━━━ Records supplied

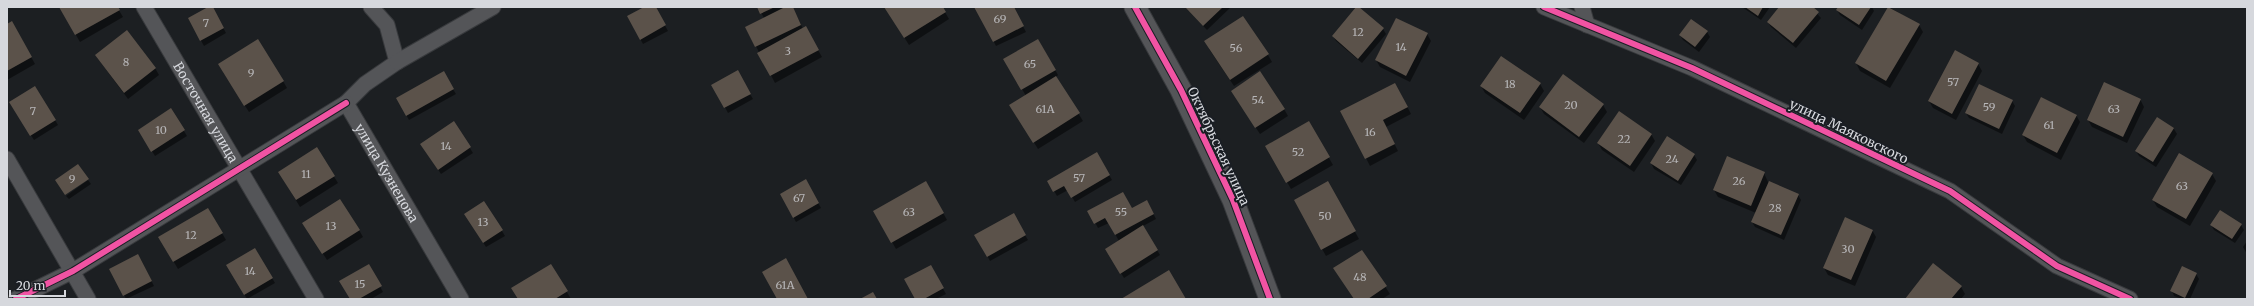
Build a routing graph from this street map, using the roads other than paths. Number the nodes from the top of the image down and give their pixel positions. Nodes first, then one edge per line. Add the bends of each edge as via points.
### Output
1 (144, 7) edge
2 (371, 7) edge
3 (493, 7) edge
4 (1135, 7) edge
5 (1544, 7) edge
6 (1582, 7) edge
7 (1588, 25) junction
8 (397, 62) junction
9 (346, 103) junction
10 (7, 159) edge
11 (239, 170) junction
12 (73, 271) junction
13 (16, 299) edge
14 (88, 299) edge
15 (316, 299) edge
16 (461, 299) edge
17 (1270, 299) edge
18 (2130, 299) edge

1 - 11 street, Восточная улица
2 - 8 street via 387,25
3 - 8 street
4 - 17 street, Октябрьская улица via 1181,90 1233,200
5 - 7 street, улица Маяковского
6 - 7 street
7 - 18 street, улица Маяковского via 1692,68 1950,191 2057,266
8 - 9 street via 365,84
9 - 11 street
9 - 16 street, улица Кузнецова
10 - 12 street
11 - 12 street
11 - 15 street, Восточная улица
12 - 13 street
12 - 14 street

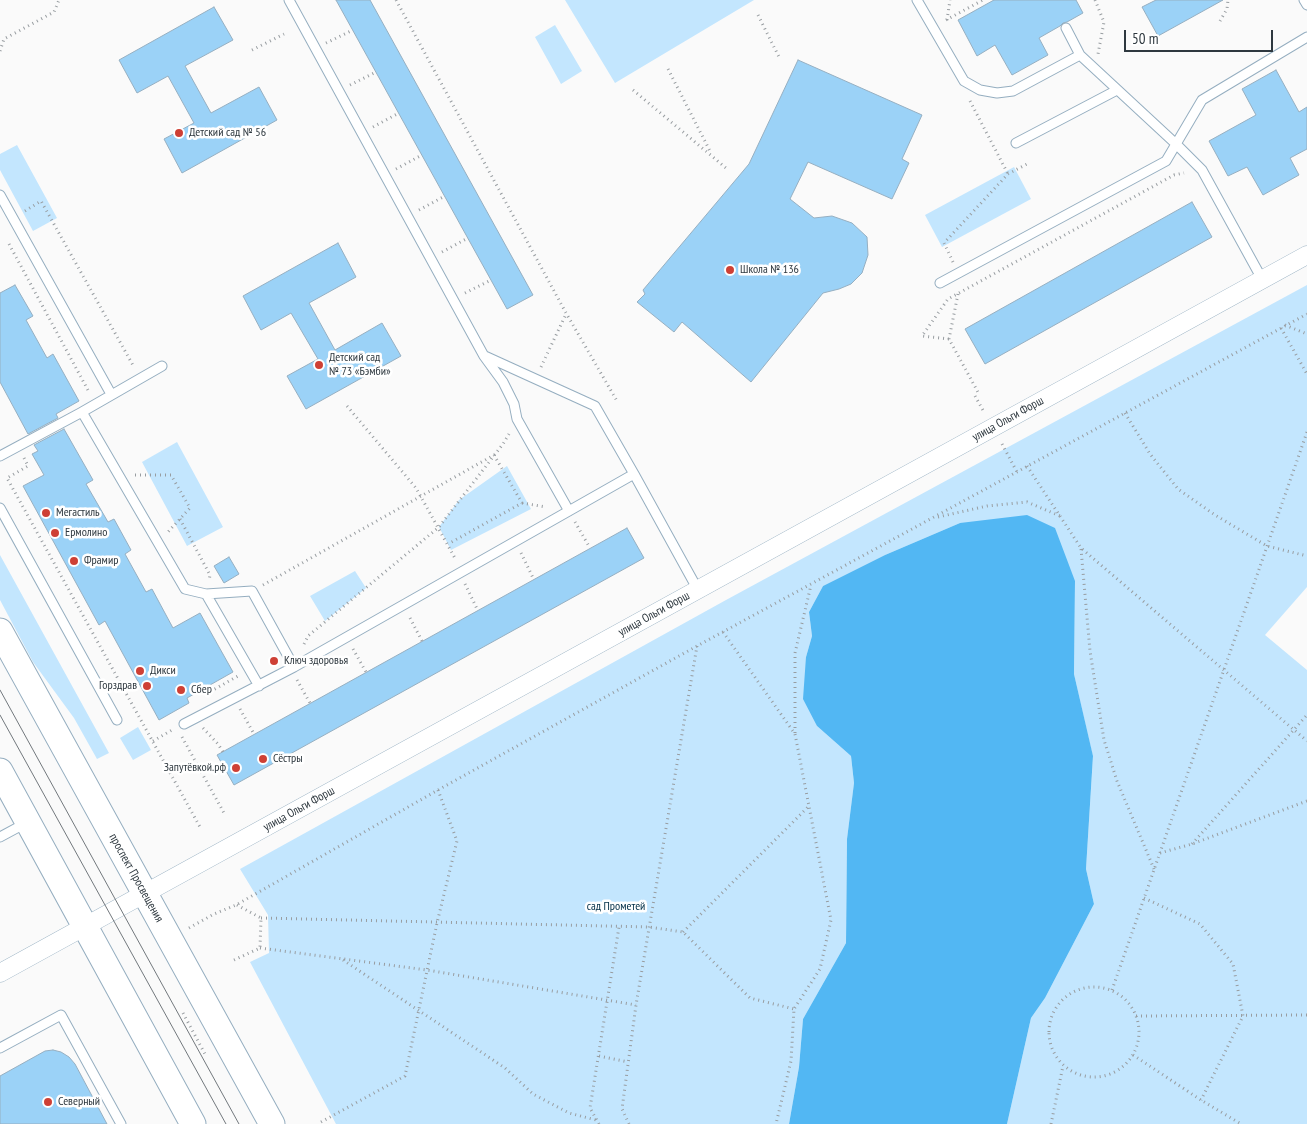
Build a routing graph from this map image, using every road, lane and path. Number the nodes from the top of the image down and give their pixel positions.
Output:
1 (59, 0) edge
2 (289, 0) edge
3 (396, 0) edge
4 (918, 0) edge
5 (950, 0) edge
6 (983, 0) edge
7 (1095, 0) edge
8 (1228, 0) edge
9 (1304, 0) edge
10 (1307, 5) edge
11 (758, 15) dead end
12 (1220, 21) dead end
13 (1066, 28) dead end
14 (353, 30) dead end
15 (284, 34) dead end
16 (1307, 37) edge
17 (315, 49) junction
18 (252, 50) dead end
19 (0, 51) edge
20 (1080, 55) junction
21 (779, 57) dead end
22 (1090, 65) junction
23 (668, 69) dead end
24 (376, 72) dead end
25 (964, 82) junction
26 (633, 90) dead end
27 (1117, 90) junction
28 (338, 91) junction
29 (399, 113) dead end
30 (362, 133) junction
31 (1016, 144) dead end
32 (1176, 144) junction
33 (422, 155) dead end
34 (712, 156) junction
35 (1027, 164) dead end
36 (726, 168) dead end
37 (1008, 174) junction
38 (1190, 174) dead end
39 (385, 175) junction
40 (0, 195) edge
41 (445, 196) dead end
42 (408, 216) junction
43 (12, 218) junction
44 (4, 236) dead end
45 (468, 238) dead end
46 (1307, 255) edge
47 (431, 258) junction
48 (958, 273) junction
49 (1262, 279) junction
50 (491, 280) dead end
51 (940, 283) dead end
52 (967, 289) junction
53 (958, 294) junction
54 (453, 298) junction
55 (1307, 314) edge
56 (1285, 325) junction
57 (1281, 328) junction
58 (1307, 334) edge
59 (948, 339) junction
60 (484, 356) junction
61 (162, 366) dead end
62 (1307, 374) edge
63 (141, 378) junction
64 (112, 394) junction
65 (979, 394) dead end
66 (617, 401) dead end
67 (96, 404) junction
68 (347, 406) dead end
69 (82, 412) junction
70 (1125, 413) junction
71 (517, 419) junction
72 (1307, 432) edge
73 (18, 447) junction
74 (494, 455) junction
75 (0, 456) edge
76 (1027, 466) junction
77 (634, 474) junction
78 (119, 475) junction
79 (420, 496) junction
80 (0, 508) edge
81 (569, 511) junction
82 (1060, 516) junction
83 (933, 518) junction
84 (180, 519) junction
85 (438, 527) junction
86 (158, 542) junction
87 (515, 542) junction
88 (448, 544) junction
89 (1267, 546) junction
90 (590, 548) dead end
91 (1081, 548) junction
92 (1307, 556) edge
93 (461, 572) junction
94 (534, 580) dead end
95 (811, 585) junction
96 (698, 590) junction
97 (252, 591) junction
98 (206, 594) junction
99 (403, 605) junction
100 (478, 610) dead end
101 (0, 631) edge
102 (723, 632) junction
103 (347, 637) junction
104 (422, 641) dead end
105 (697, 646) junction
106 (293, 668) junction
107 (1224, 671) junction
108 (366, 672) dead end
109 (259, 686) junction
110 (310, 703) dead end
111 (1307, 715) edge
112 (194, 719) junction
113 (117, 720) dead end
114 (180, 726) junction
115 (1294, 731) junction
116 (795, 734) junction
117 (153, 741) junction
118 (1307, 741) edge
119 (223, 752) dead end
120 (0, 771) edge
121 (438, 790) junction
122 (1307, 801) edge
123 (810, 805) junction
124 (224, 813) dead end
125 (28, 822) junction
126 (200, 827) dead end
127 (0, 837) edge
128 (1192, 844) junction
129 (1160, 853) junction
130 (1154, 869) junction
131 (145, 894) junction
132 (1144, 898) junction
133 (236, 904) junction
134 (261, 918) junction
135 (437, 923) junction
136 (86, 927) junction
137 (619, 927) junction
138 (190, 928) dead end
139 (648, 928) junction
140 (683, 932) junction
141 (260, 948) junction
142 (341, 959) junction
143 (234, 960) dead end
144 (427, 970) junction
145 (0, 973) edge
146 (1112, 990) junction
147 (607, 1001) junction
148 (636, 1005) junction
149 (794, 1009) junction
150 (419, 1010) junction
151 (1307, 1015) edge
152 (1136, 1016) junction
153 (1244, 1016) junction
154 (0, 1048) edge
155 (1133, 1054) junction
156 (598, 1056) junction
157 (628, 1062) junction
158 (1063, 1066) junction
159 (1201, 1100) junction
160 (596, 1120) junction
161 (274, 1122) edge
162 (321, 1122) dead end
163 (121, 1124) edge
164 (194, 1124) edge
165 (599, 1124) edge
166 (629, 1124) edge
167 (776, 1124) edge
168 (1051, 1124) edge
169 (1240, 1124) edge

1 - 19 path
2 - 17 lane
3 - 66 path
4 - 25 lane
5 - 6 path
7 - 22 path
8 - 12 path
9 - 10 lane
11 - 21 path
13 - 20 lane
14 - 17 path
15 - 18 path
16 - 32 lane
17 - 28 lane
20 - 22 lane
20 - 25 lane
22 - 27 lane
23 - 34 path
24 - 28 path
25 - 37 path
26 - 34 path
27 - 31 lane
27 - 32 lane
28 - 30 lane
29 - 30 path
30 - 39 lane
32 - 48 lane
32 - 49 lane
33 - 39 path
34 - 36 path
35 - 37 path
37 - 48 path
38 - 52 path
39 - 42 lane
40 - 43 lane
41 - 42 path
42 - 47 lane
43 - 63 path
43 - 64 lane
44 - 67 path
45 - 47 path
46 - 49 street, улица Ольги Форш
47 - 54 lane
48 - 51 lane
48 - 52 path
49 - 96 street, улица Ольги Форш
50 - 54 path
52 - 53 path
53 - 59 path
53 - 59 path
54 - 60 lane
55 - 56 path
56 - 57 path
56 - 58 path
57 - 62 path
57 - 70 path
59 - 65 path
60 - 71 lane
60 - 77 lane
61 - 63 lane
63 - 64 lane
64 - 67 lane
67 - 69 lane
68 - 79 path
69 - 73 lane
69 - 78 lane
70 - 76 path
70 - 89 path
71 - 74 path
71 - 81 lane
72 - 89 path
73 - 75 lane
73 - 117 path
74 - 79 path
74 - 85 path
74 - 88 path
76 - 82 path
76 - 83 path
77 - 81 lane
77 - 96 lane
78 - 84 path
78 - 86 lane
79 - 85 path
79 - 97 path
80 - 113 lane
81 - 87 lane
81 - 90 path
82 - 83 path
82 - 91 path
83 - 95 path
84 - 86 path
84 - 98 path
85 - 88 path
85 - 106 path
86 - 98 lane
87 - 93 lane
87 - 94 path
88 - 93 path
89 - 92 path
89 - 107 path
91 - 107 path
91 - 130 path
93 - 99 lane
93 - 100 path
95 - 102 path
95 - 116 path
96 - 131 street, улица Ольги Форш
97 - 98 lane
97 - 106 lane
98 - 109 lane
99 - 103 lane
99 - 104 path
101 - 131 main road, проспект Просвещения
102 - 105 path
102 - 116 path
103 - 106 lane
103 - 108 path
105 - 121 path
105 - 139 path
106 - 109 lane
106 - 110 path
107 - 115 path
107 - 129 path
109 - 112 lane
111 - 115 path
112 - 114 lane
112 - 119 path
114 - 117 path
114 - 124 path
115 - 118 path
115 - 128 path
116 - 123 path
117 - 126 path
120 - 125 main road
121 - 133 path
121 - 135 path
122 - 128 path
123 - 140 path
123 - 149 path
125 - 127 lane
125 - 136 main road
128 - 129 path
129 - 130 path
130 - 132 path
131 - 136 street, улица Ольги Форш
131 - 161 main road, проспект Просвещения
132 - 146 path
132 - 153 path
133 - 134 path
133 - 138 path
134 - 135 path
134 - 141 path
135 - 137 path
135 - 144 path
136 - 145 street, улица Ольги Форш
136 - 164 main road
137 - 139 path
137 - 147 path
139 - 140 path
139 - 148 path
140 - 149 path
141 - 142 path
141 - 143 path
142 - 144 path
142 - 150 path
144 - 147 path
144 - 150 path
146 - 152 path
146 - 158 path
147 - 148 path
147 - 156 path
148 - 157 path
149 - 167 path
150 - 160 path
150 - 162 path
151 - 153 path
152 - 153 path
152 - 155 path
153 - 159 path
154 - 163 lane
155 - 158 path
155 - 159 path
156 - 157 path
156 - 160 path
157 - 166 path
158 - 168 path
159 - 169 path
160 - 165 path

━━━━━━

Your goal »
Your answer should be the lines of the records that hold the string "Восточная".

Answer to the exercise »
1 - 11 street, Восточная улица
11 - 15 street, Восточная улица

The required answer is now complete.